**Exercise input:**
※

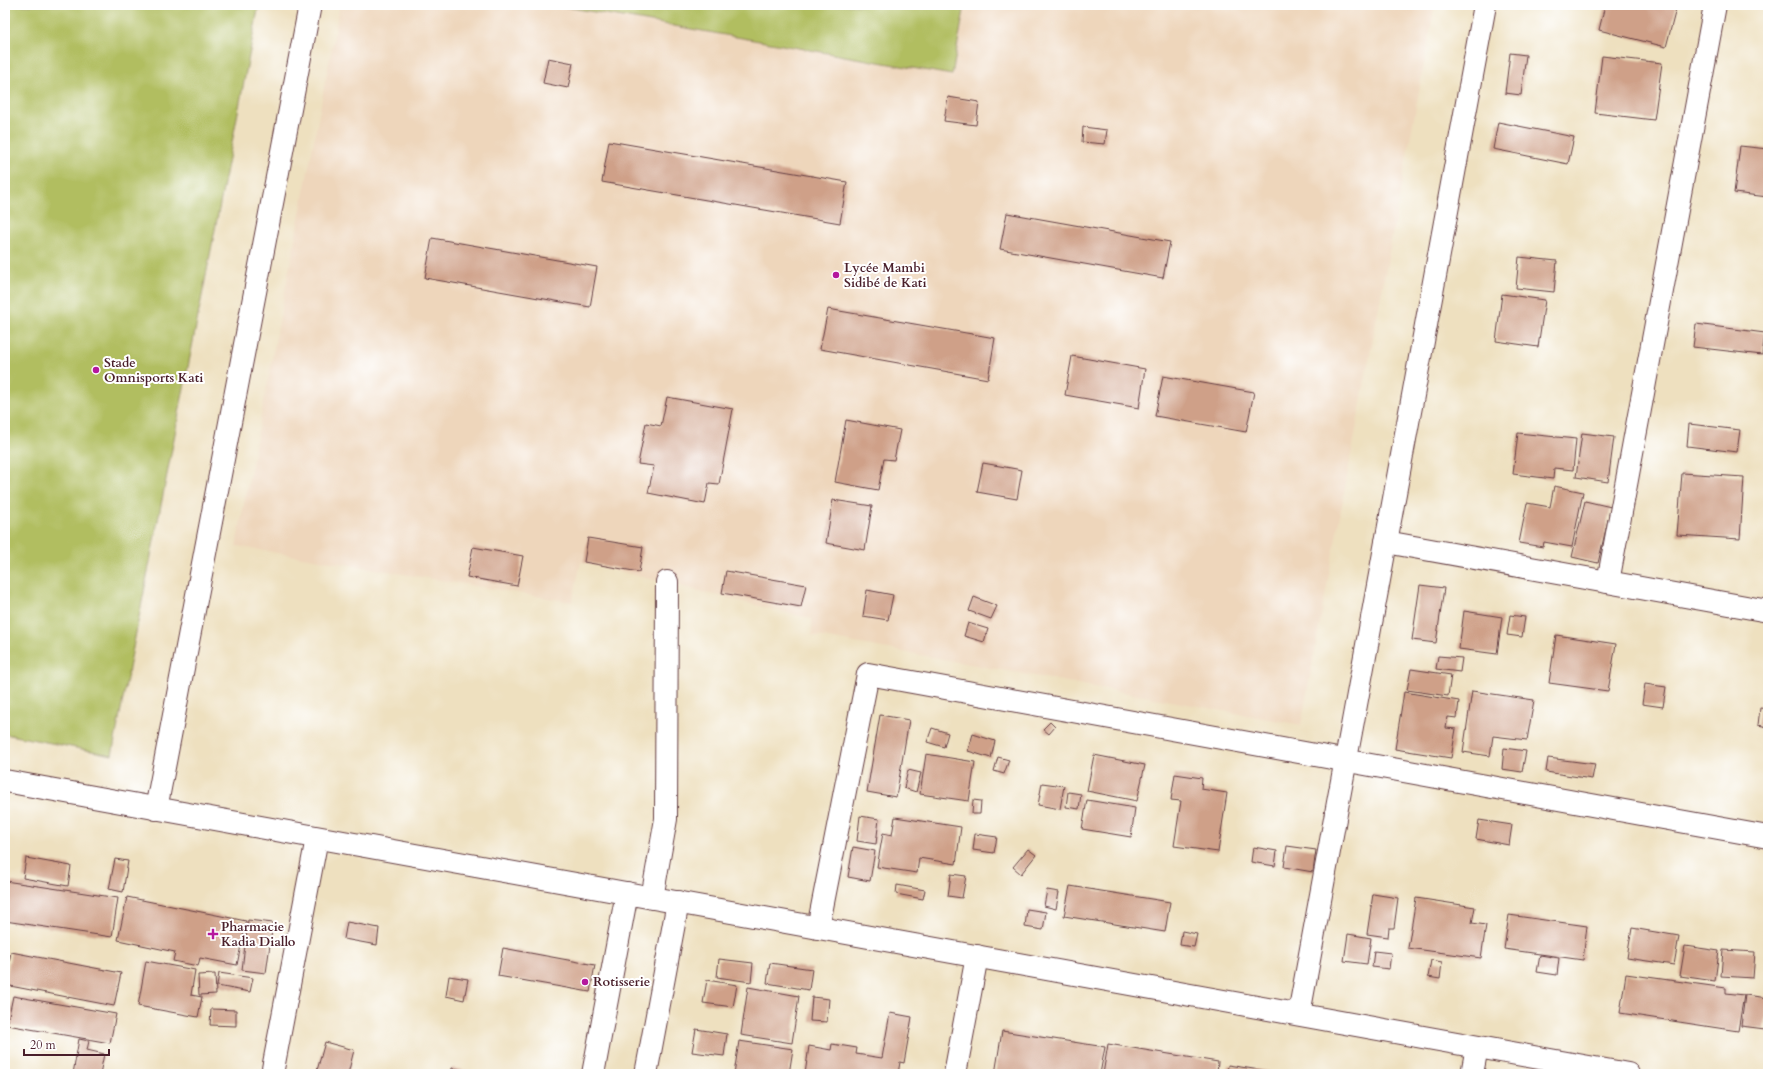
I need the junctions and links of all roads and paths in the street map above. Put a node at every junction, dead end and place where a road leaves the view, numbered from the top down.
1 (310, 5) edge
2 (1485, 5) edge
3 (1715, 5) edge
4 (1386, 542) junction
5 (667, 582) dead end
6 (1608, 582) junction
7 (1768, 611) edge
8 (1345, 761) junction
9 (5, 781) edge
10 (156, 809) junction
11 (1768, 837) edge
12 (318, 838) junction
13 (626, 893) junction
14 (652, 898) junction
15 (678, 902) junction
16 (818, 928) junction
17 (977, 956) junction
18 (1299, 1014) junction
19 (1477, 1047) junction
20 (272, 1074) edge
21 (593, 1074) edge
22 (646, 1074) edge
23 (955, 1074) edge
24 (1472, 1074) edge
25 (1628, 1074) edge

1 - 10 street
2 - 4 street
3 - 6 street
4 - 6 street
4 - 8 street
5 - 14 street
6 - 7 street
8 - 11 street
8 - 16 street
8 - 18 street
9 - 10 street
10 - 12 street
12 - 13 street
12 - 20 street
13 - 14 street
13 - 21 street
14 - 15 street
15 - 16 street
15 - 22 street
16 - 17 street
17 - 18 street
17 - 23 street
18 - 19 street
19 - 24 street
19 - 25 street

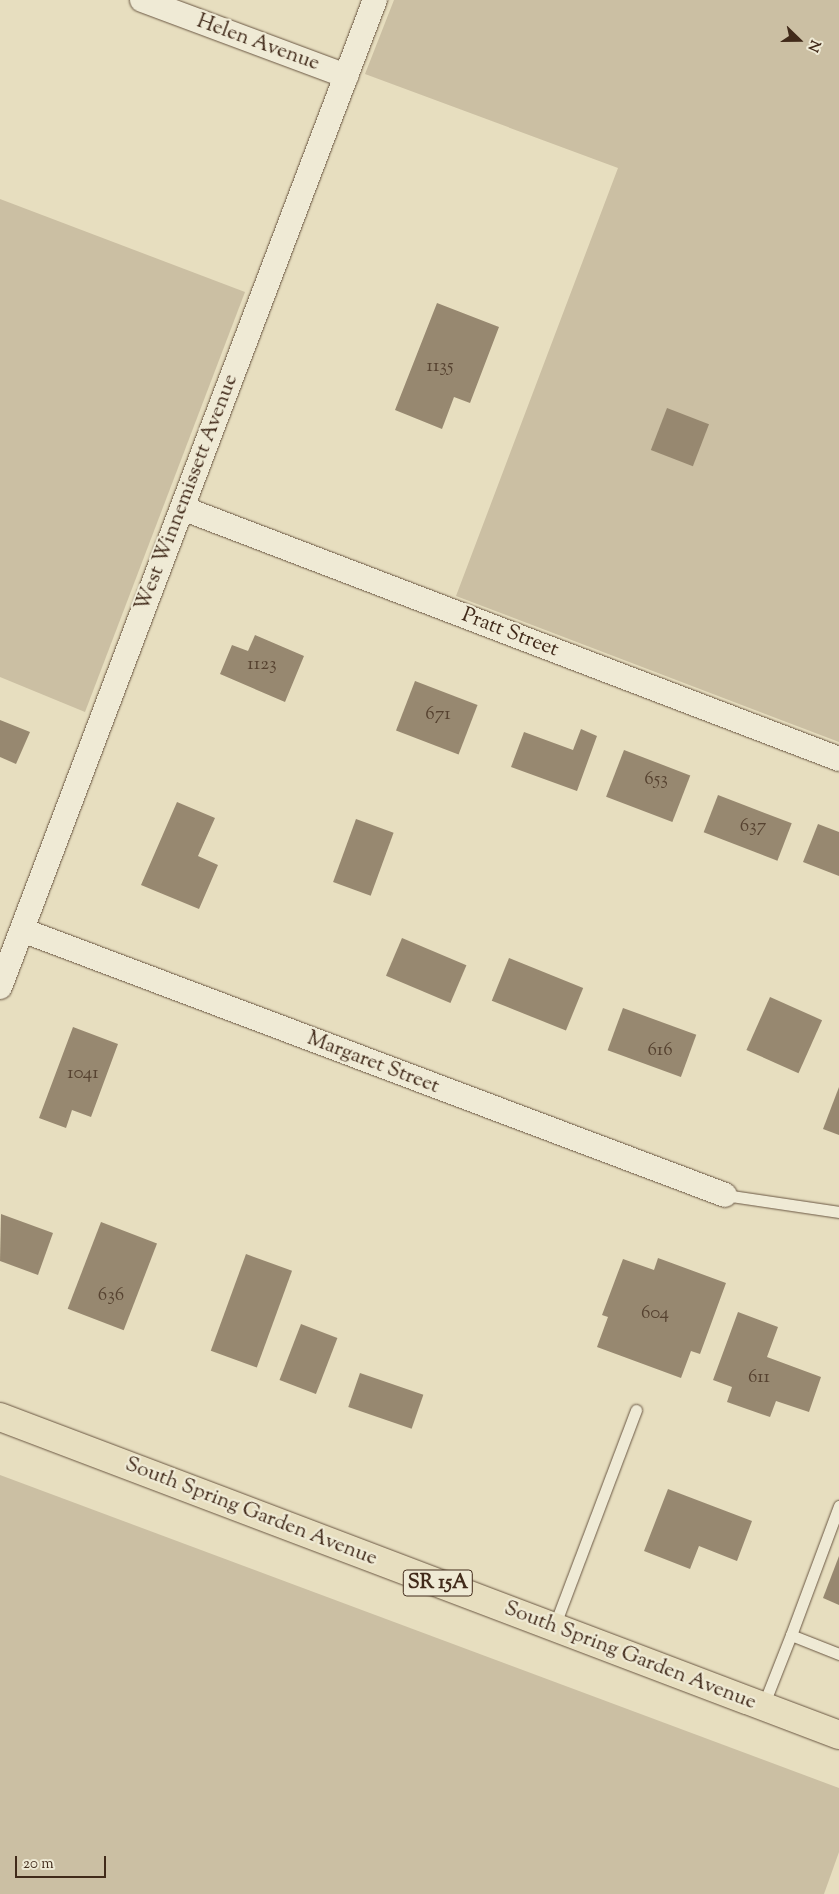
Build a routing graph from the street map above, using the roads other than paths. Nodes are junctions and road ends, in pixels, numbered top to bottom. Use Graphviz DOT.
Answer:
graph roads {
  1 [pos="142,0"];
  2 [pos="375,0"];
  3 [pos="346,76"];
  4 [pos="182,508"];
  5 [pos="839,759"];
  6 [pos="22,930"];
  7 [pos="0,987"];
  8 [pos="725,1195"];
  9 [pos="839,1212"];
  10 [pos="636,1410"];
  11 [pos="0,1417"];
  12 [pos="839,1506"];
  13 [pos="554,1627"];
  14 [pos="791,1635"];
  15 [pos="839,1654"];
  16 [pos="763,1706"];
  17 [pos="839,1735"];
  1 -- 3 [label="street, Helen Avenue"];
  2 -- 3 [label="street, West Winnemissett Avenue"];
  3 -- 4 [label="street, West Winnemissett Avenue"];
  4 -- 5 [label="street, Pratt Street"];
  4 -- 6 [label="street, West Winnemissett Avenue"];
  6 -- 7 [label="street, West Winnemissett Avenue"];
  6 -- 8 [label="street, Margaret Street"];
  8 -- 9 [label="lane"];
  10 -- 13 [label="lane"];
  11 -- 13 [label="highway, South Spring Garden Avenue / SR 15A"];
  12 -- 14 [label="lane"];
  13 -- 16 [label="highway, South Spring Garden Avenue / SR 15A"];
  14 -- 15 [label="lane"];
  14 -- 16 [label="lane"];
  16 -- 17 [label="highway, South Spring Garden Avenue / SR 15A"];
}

※

**What the task asks:**
Locate the string "highway" in the listing above and copy every line where it occurs.

**Task output:**
  11 -- 13 [label="highway, South Spring Garden Avenue / SR 15A"];
  13 -- 16 [label="highway, South Spring Garden Avenue / SR 15A"];
  16 -- 17 [label="highway, South Spring Garden Avenue / SR 15A"];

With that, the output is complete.